4.4. Various search conditions

Groonga supports to narrow down by using syntax like JavaScript, sort by the calculated value. Additionally, Groonga also supports to narrow down & sort search results by using location information (latitude & longitude).

4.4.1. Narrow down & Full-text search by using syntax like JavaScript

The filter parameter of select command accepts the search condition. There is one difference between filter parameter and query parameter, you need to specify the condition by syntax like JavaScript for filter parameter.

Execution example:

select --table Site --filter "_id <= 1" --output_columns _id,_key
# [
#   [
#     0,
#     1337566253.89858,
#     0.000355720520019531
#   ],
#   [
#     [
#       [
#         1
#       ],
#       [
#         [
#           "_id",
#           "UInt32"
#         ],
#         [
#           "_key",
#           "ShortText"
#         ]
#       ],
#       [
#         1,
#         "http://example.org/"
#       ]
#     ]
#   ]
# ]

See the detail of above query. Here is the condition which is specified as filter parameter:

_id <= 1

In this case, this query returns the records which meets the condition that the value of _id is equal to or less than 1.

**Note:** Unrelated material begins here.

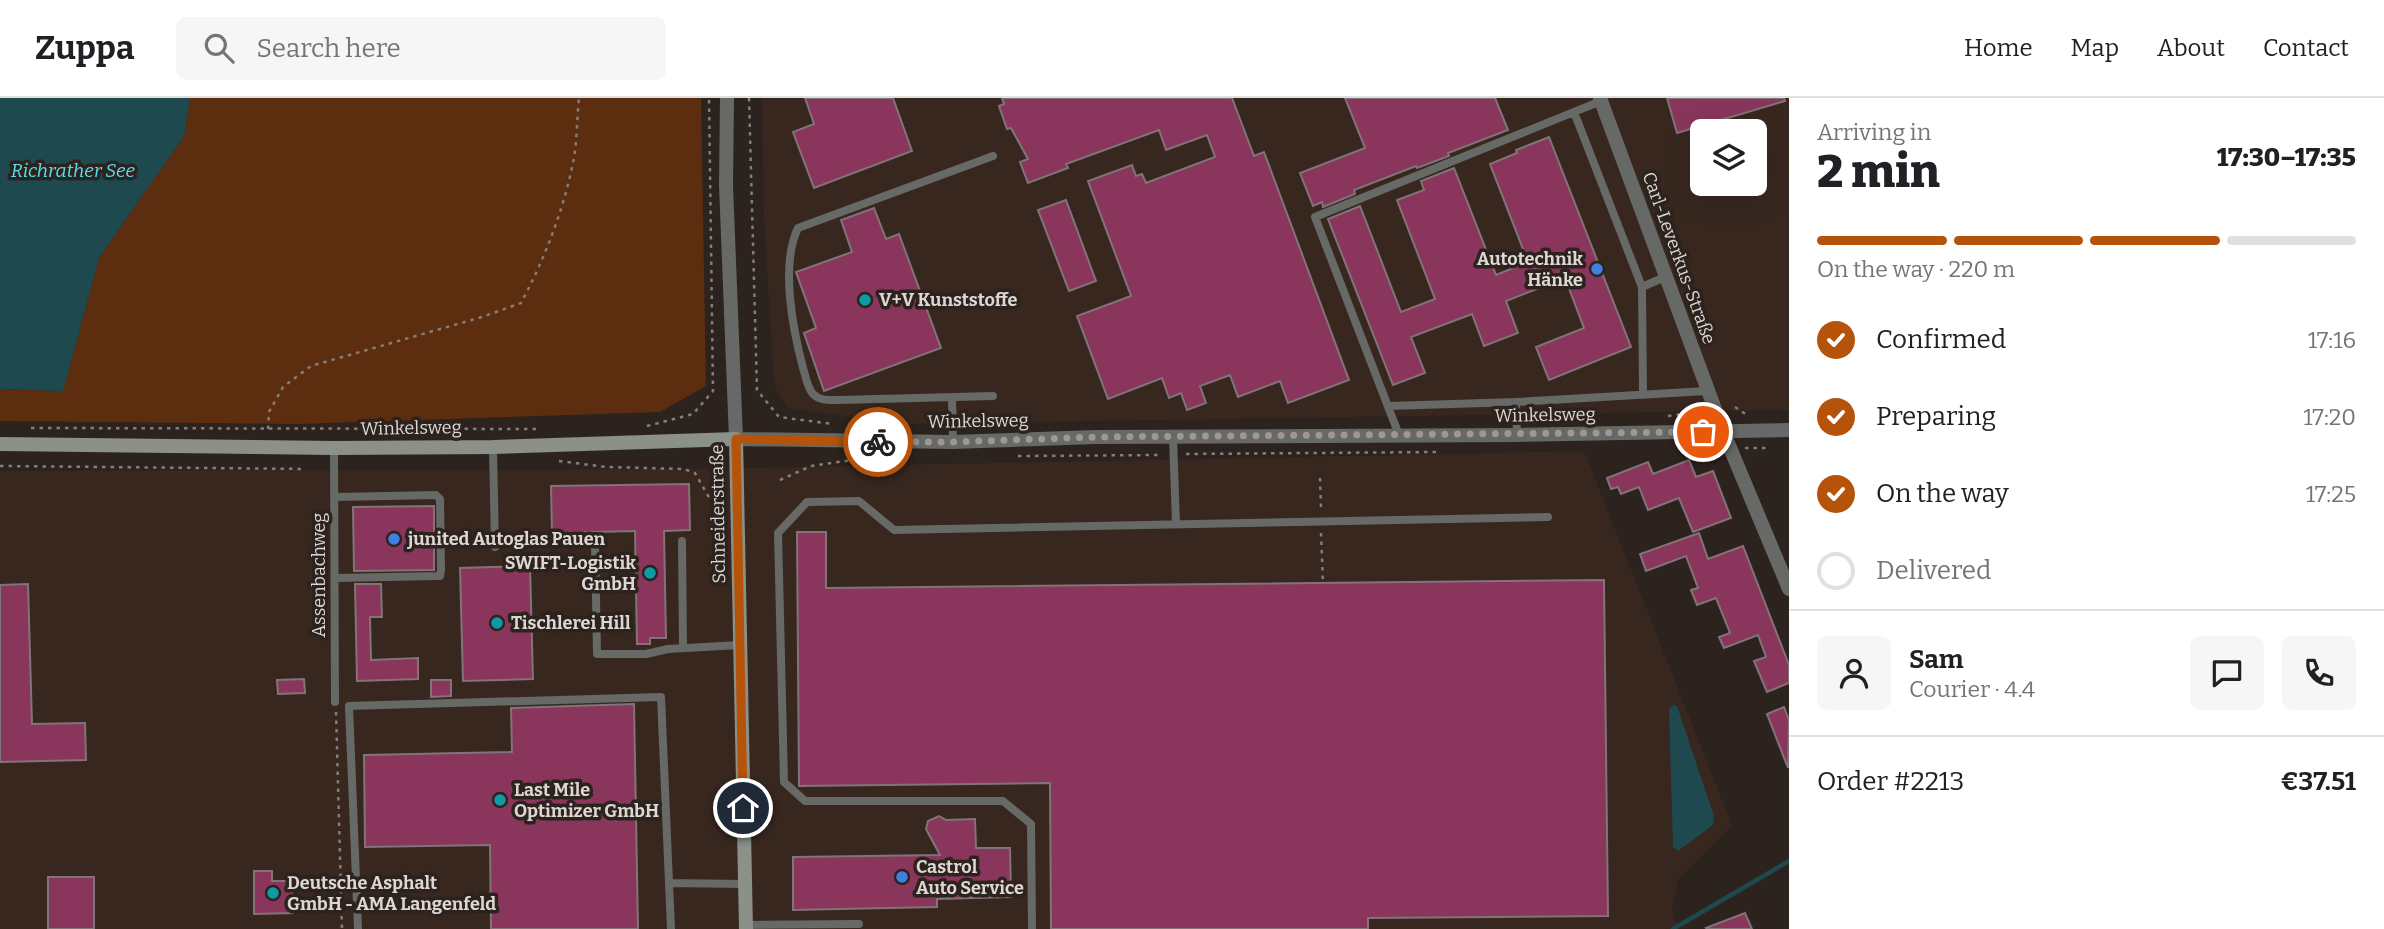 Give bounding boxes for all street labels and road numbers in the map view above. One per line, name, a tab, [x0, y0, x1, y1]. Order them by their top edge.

Moreover, you can use && for AND search, || for OR search.

Execution example:

select --table Site --filter "_id >= 4 && _id <= 6" --output_columns _id,_key
# [
#   [
#     0,
#     1337566253.89858,
#     0.000355720520019531
#   ],
#   [
#     [
#       [
#         3
#       ],
#       [
#         [
#           "_id",
#           "UInt32"
#         ],
#         [
#           "_key",
#           "ShortText"
#         ]
#       ],
#       [
#         4,
#         "http://example.net/afr"
#       ],
#       [
#         5,
#         "http://example.org/aba"
#       ],
#       [
#         6,
#         "http://example.com/rab"
#       ]
#     ]
#   ]
# ]
select --table Site --filter "_id <= 2 || _id >= 7" --output_columns _id,_key
# [
#   [
#     0,
#     1337566253.89858,
#     0.000355720520019531
#   ],
#   [
#     [
#       [
#         5
#       ],
#       [
#         [
#           "_id",
#           "UInt32"
#         ],
#         [
#           "_key",
#           "ShortText"
#         ]
#       ],
#       [
#         1,
#         "http://example.org/"
#       ],
#       [
#         2,
#         "http://example.net/"
#       ],
#       [
#         7,
#         "http://example.net/atv"
#       ],
#       [
#         8,
#         "http://example.org/gat"
#       ],
#       [
#         9,
#         "http://example.com/vdw"
#       ]
#     ]
#   ]
# ]

If you specify query parameter and filter parameter at the same time, you can get the records which meets both of the condition as a result.

4.4.2. Sort by using scorer

select command accepts scorer parameter which is used to process each record of full-text search results.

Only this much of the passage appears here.